Wednesday, August 13, 2008
Coverage of Georgian crisis: White House still calling the tune
Despite Russian president Dmitry Medvedev's announcement yesterday that the Russian offensive into Georgia would be halted, there are still reports of fighting. Aljazeera reports that Russian naval forces have sunk Georgian vessels in the port of Goti. There are also reports that Russian troops entered the Georgian town of Gori, but now appear to be pulling out.
The situation is murky, to say the least. French President Nicolas Sarkozy is engaged in diplomatic efforts to broker a truce. Let's wish him luck on that.
Rather than try and sort out what is currently happening, however, I think it is informative to note how woefully Americans have been served by our own media.
The initial reports of the crisis led me to believe this was an assault on Georgia initiated by Russia. It wasn't until several days after violence broke out that I learned that it was Georgia that initiated hostilities in South Ossetia in an attempt to settle a long simmering territorial dispute. Granted, the Russians were prepared (and probably eager) for a military confrontation, but it was Georgian President Mikhail Saakashvili who launched the initial military assault on August 7th. This fact received very little attention in the US media. The perception that was fostered in our news organizations was that of tiny Georgia being crushed by the mighty Russian bear.

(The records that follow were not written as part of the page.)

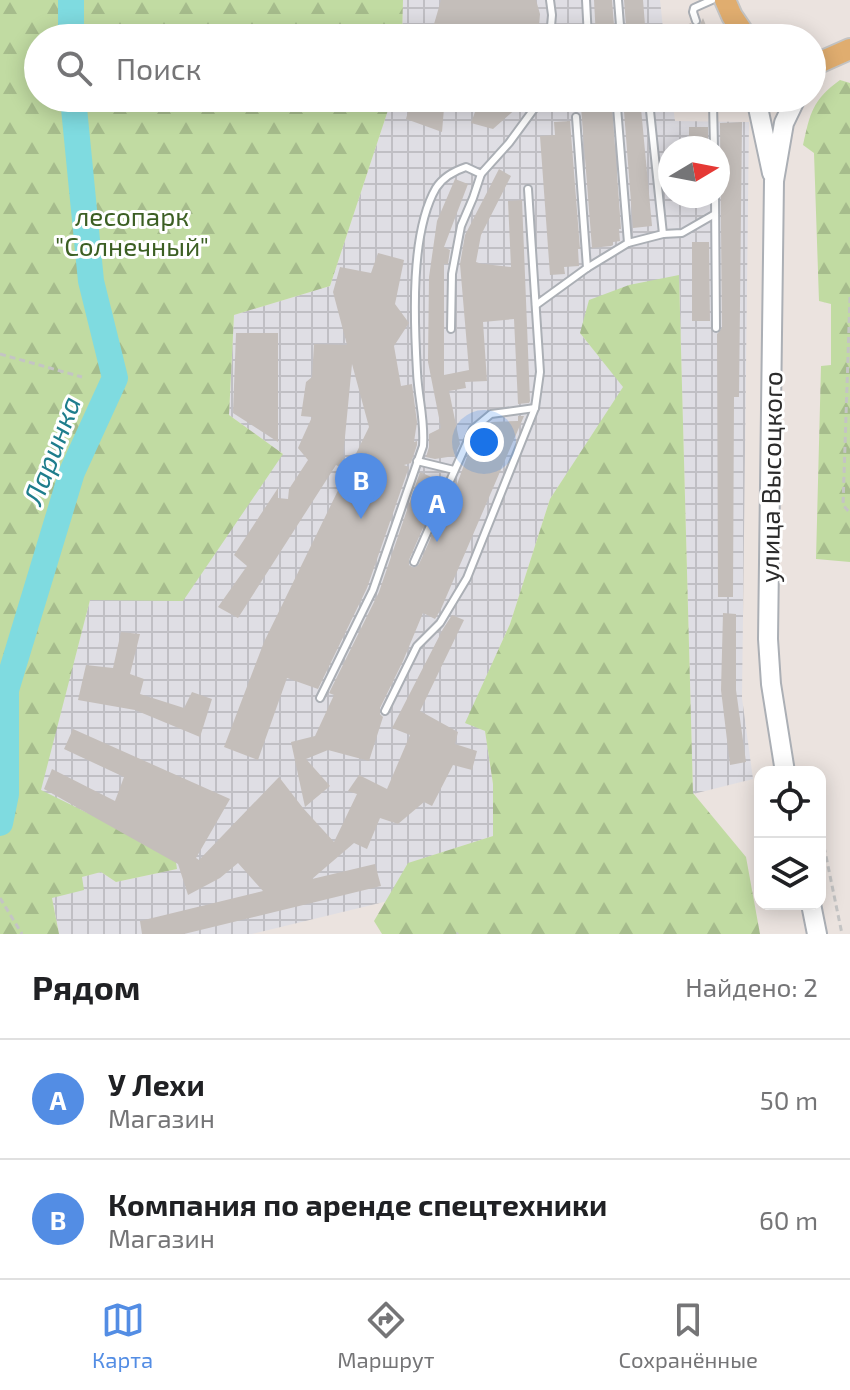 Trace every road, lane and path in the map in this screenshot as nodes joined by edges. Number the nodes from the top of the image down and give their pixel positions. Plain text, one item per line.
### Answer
1 (550, 0) edge
2 (586, 0) edge
3 (618, 0) edge
4 (712, 0) edge
5 (696, 21) dead end
6 (551, 24) edge
7 (587, 24) edge
8 (620, 24) edge
9 (850, 49) edge
10 (826, 60) edge
11 (532, 112) edge
12 (617, 112) edge
13 (650, 112) edge
14 (713, 112) edge
15 (759, 112) edge
16 (789, 112) edge
17 (576, 117) dead end
18 (714, 136) edge
19 (481, 174) junction
20 (774, 181) junction
21 (528, 189) dead end
22 (715, 208) edge
23 (715, 214) junction
24 (663, 234) junction
25 (628, 243) junction
26 (587, 268) junction
27 (850, 297) edge
28 (536, 305) junction
29 (716, 328) dead end
30 (451, 329) dead end
31 (0, 354) edge
32 (82, 377) dead end
33 (535, 408) junction
34 (417, 461) junction
35 (454, 470) junction
36 (850, 513) edge
37 (414, 562) dead end
38 (320, 698) dead end
39 (385, 711) dead end
40 (784, 766) edge
41 (822, 838) edge
42 (0, 898) edge
43 (812, 910) edge
44 (22, 934) edge
45 (817, 934) edge
46 (842, 934) edge

1 - 6 lane
2 - 7 lane
3 - 8 lane
4 - 5 lane
9 - 10 main road
11 - 19 lane
12 - 25 lane
13 - 24 lane
14 - 18 lane
15 - 20 main road, улица Высоцкого
16 - 20 main road, улица Высоцкого
17 - 26 lane
19 - 30 lane
19 - 34 lane
20 - 40 main road, улица Высоцкого
21 - 28 lane
22 - 23 lane
23 - 24 lane
23 - 29 lane
24 - 25 lane
25 - 26 lane
26 - 28 lane
27 - 36 path
28 - 33 lane
31 - 32 path
33 - 35 lane
33 - 39 lane
34 - 35 lane
34 - 38 lane
35 - 37 lane
41 - 46 path
42 - 44 path
43 - 45 main road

Further, very little mention has been made of the presence in Georgia of 127 United States military advisors. Nor of how the pathetically-underskilled US Secretary of State, Condi Rice, was in Tblisi in July, where she gave public assurances (read: warnings to Russia) about Georgian "territorial integrity." The Russians viewed the trip as highly provocative, especially when Condi went on to sign an agreement with the Czech Republic to station US missile defense radar within the Czech Republic. Fox News (and pretty much everyone else) left these little tidbits out of the breathless coverage of Russian armed forces rolling into Georgia.
So, what gives?
It's no secret, really. Ever since Junior Bush got the political godsend of 911, his administration has waved the bloody shirt, using a warped sense of patriotism as a cudgel to beat the sheep-like media into line. Remember the fake stories about Pat Tillman's death in Afghanistan? Remember the fake story about the Jessica Lynch rescue in Iraq? Remember the yellowcake uranium lie that appeared in the New York Times?
More of the same, people. This country has been poorly served by our supposedly independent media. In fact, the average American news consumer, if he relies solely on American media outlets, is no better informed than was the average Chinese citizen at the height of Chairman Mao's Cultural Revolution.
Well, I'm embarrassed that I fell for this line of garbage that the White House vomited out through their reliable and compliant channels. I'm grateful to Arthur and the anonymous poster, who commented on my blog, and Eclectic Dilettante, who had a very informative post. They helped me get informed.
If you want to know what's really going on, check out the BBC or al Jazzera or any number of other news sources. There are still media that report the news independent of any political bullying. On the other hand, if you'd rather not know, why bother going to Fox News? Just read the White House press releases directly.